Stored data

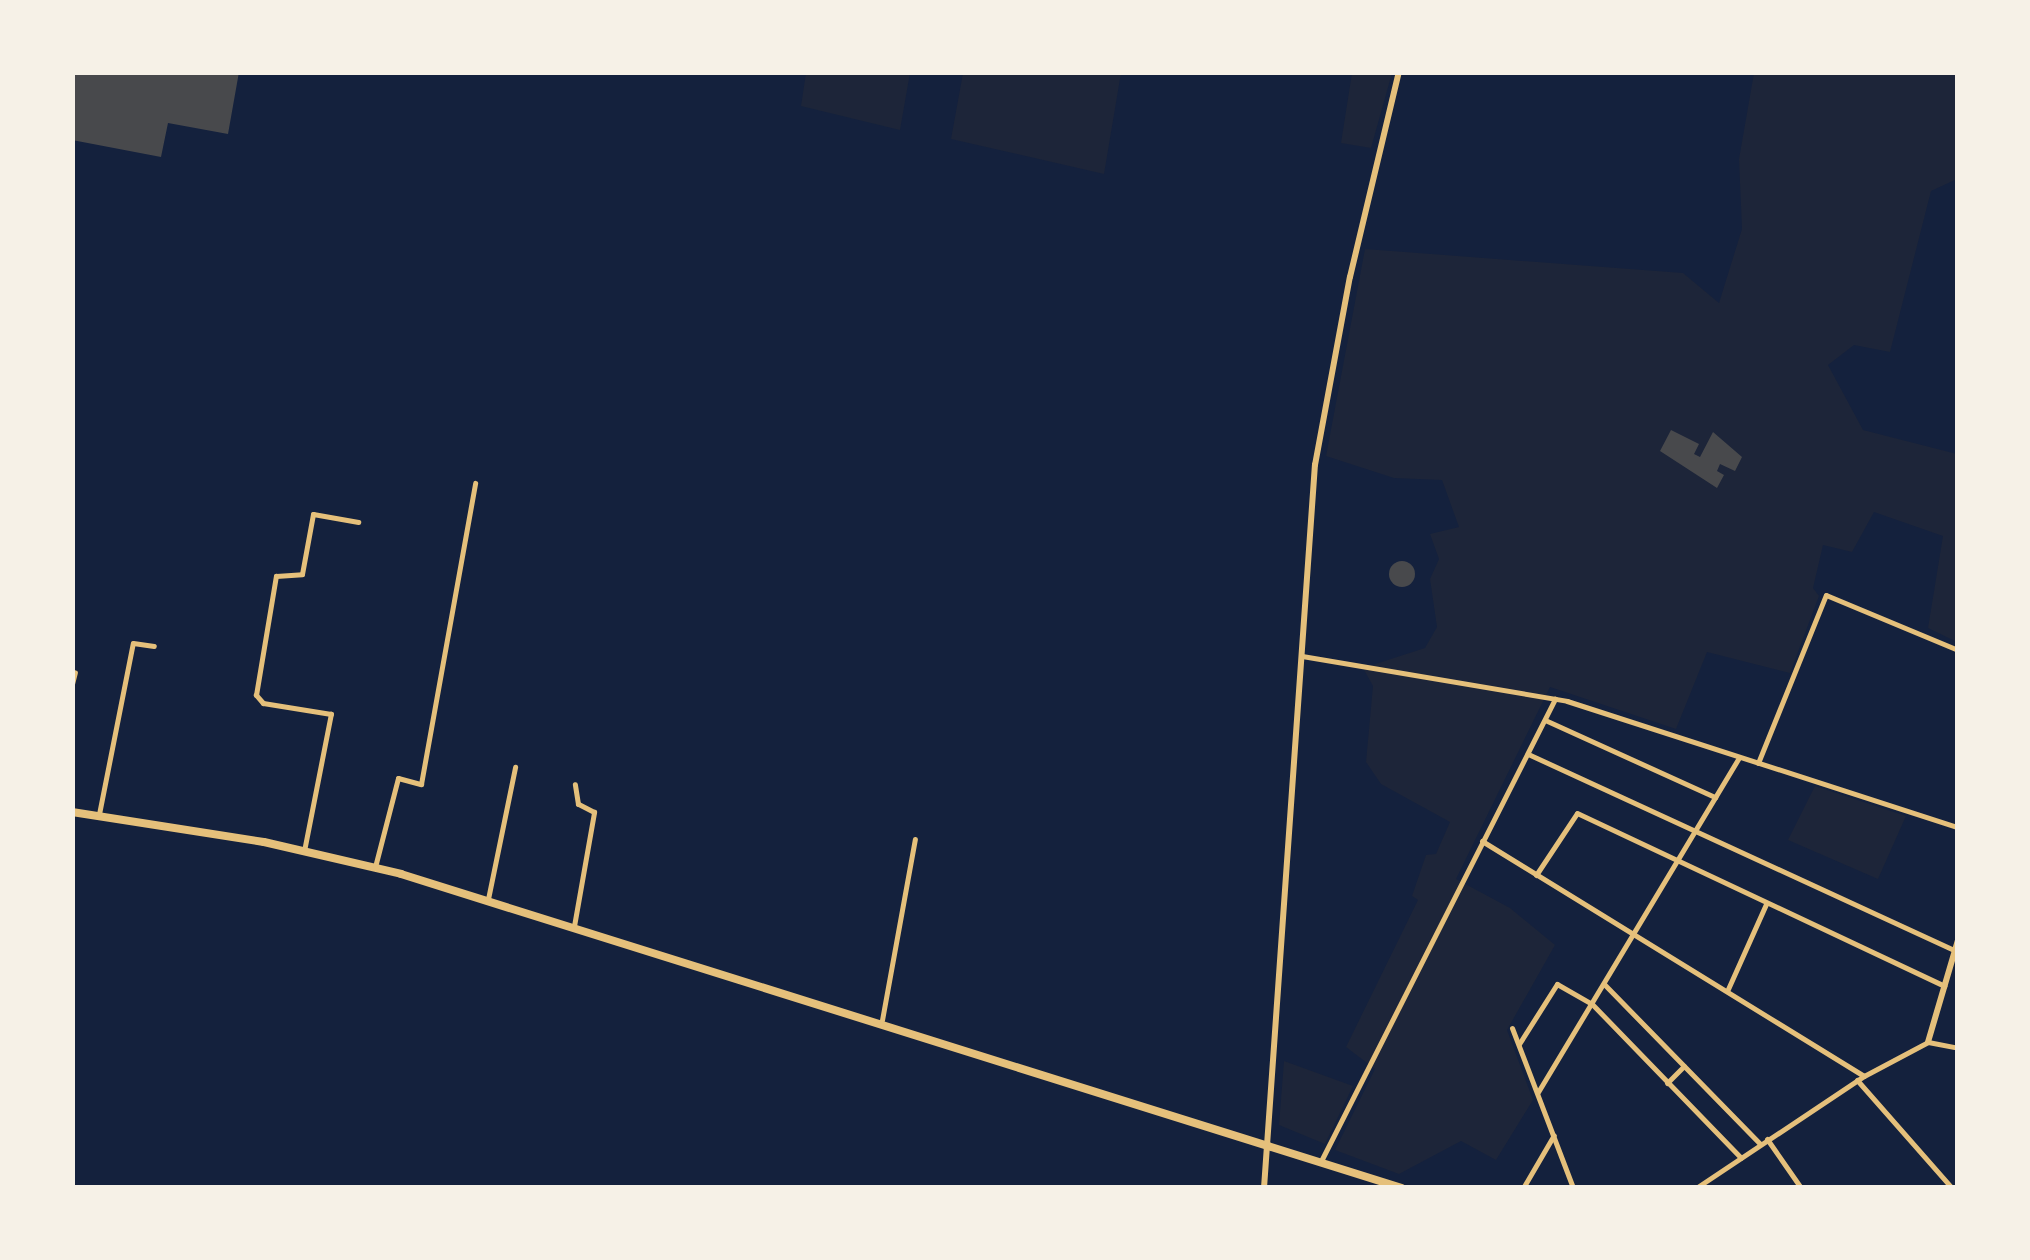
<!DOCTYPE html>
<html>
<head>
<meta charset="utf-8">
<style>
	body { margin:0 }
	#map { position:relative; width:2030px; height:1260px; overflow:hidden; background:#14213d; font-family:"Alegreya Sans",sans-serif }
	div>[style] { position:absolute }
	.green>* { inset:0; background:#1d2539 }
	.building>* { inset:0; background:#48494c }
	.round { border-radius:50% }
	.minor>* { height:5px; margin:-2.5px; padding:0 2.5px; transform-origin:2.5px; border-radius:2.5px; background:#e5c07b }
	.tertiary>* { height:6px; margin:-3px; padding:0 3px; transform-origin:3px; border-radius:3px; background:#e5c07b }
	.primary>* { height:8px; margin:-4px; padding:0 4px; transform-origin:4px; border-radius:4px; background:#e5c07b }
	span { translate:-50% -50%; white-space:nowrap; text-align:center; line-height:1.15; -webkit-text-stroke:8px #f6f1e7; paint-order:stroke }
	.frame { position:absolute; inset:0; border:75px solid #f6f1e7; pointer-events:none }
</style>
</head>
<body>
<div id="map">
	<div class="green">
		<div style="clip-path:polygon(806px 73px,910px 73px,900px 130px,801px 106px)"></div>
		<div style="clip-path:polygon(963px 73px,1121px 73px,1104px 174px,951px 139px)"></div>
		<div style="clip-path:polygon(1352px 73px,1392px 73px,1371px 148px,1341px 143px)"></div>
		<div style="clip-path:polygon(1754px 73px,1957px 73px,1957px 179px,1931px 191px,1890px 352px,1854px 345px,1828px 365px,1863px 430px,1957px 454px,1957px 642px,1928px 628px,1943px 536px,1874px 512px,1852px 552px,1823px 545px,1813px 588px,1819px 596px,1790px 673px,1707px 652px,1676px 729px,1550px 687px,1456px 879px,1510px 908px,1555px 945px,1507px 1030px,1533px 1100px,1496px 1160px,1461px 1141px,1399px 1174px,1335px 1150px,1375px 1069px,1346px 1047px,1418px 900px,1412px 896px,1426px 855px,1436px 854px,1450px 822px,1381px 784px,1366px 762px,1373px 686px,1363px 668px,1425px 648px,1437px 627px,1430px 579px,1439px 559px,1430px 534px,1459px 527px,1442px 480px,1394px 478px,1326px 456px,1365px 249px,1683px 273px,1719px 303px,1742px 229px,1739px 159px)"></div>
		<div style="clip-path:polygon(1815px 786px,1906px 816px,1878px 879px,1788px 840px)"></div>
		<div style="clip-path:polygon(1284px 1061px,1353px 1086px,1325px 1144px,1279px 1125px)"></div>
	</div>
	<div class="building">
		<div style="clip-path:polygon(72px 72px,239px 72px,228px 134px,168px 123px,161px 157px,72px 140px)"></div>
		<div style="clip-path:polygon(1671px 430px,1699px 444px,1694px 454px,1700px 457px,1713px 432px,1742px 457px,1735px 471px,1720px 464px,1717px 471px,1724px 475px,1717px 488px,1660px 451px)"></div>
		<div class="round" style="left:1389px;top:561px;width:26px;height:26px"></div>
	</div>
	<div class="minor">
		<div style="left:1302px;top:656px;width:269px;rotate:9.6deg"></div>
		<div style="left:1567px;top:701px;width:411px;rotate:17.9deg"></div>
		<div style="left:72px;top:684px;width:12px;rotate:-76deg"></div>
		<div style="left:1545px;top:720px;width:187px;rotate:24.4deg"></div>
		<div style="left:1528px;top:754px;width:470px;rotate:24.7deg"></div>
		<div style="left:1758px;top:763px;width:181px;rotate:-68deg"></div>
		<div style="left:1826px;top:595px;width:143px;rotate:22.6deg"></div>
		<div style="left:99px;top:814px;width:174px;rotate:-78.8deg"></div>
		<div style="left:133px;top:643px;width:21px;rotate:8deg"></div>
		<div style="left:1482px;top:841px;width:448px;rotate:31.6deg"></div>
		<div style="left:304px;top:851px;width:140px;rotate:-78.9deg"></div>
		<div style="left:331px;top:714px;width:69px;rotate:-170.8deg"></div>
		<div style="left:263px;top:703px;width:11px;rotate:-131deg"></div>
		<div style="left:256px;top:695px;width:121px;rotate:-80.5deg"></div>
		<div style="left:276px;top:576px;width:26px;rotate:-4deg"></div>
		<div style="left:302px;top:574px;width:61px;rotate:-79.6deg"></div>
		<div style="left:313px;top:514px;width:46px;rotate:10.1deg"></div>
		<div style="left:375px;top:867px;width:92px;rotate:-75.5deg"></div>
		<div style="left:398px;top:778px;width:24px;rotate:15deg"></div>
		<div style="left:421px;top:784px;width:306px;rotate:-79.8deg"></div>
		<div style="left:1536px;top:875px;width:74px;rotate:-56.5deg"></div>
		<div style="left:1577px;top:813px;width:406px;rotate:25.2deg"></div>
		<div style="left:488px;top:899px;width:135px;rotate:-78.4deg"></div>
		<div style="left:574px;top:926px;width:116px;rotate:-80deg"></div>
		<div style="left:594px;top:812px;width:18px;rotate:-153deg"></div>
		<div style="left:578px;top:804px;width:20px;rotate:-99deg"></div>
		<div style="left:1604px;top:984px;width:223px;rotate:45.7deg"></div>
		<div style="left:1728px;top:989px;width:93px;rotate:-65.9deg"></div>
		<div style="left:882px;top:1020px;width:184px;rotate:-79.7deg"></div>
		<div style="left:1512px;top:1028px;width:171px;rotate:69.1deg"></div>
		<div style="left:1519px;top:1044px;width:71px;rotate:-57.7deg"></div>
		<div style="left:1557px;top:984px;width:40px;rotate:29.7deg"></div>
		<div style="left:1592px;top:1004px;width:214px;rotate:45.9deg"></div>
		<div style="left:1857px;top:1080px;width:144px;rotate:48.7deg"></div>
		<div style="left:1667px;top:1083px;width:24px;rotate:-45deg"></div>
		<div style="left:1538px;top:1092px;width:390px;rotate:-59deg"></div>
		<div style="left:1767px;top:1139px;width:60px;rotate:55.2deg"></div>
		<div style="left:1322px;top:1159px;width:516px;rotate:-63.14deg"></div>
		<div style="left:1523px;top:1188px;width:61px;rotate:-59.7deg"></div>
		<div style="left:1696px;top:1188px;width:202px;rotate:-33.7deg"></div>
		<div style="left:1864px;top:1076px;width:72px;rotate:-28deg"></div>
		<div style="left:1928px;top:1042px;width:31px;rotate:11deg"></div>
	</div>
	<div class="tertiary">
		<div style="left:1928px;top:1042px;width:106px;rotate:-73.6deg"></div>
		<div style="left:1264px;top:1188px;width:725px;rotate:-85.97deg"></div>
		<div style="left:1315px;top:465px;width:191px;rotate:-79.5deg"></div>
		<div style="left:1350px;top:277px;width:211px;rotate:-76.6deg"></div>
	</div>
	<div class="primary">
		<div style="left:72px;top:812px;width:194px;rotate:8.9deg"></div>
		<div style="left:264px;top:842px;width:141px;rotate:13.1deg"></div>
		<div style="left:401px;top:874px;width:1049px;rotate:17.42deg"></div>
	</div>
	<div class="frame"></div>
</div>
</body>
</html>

**Exercise**
Please extract exactly the lines of the data, from the first through the line containing "position:relative; width:2030px; height:1260px;", and add no pictures to the copy.

**Problem solution**
<!DOCTYPE html>
<html>
<head>
<meta charset="utf-8">
<style>
	body { margin:0 }
	#map { position:relative; width:2030px; height:1260px; overflow:hidden; background:#14213d; font-family:"Alegreya Sans",sans-serif }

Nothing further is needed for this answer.